Many scientists are wary about the high expectations of the police as regards the results of video surveillance. First of all, a more analytic capacity is needed to evaluate all the information and secondly there are some technical problems in areas such as facial recognition and the automatic detection of violence. Some specific characteristics, for example the distance between the eyes, between the ear and the eyes and between the eyes and the corners of the mouth, can be used for facial recognition, but because of the many variations of our facial expressions and body language it is not possible to establish a direct relationship between possible and actual behaviour. Moreover, not enough research has been done to conclude that violence will decrease once camera supervision has been implemented. A possible hypothesis is that a decrease of the total amount of violence implies an increase of the intensity of the practiced violence.
However we should not overlook the fact that the use of technological media in public spaces has had real results. This can be explained by looking more closely at the normative character of the use of automatic detection and pattern recognition cameras. They create an environment with its own sense of normality or logic. The expression ‘The medium is the message’ of Marshall McLuhan makes this clear. The paralysing effects become concrete if we take a close look at a trivial lawsuit. Video surveillance creates an environment in which it is forbidden to wear sunglasses, baseball caps or headgear. This mandatory dress code does not stem from existing laws. Nor has it anything to do with fashion-based arguments. What happened? Automatic facial systems such as Computerized Face Recognition will not work if our faces are covered. That is why an English magistrate ruled in an ‘Anti Social Behaviour Order’-case that a well-known car thief in the north east of England was forbidden to wear a woolly hat, a baseball cap or a hood. The magistrate wanted to prevent this man from covering his face in front of the security cameras in public space.
In 2001 the city council of Tampa in Florida received the Big Brother award for ‘Worst public official’. During the Super Bowl game between Baltimore and the New York Giants the faces of all 71.921 supporters were scanned, saved and later compared to those of criminals, terrorists and fraudsters in other databases. In the same year the city council used video surveillance to increase security in downtown Ybor City. This led not only to gestures as displayed middle fingers, some people also hid their faces with masks, hats and hoods. To understand these transformations of the public space we must understand the dynamic of a state of exception. A state of exception is not a strictly juridical category, in the legal sense as ‘a state under siege’ that is declared the moment the national or domestic security of a country is threatened. We must view this term in a much broader context. It coincides not only with the armament of the public space with technologies such as aggression detectors and Computerized Face Recognition. More specific, the reasons lie in the working of protocols in the public space.

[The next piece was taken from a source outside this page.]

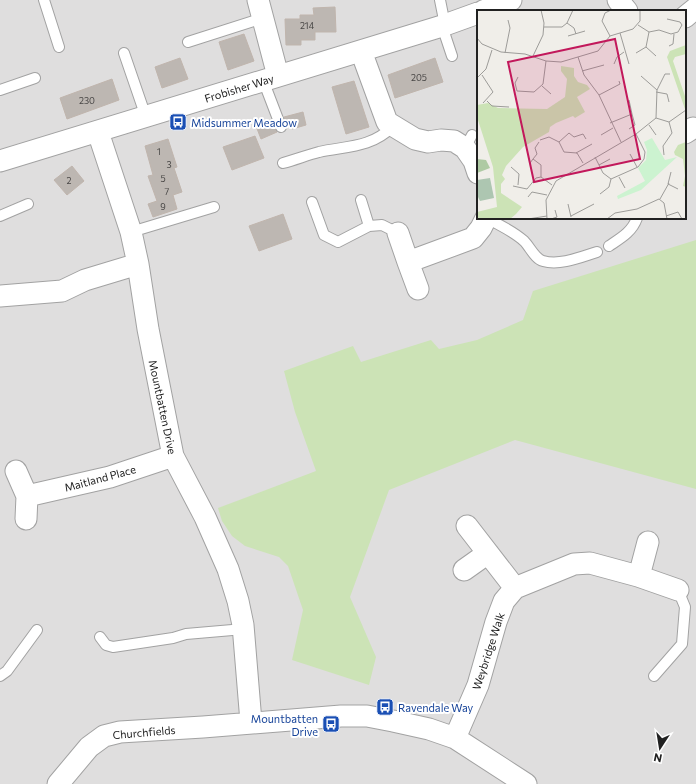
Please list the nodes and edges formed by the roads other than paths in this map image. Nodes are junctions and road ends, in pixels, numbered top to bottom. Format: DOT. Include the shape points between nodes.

Protocols are not a new phenomenon. Institutes such as the Army, the diplomatic corps and the healthcare have been using them for many years. They are used to guarantee correct behaviour within a heavily regulated system. In short, protocols can be regarded as strict codes that dictate how to behave. They fulfil the same role in the movie Minority Report. John Anderton is required to read out the names of the victim and the perpetrator to Pollard and James, the two independent ‘witnesses’. Whilst assembling the digital images received from the ‘pre-cogs’ he must register in the computer all the possible combinations.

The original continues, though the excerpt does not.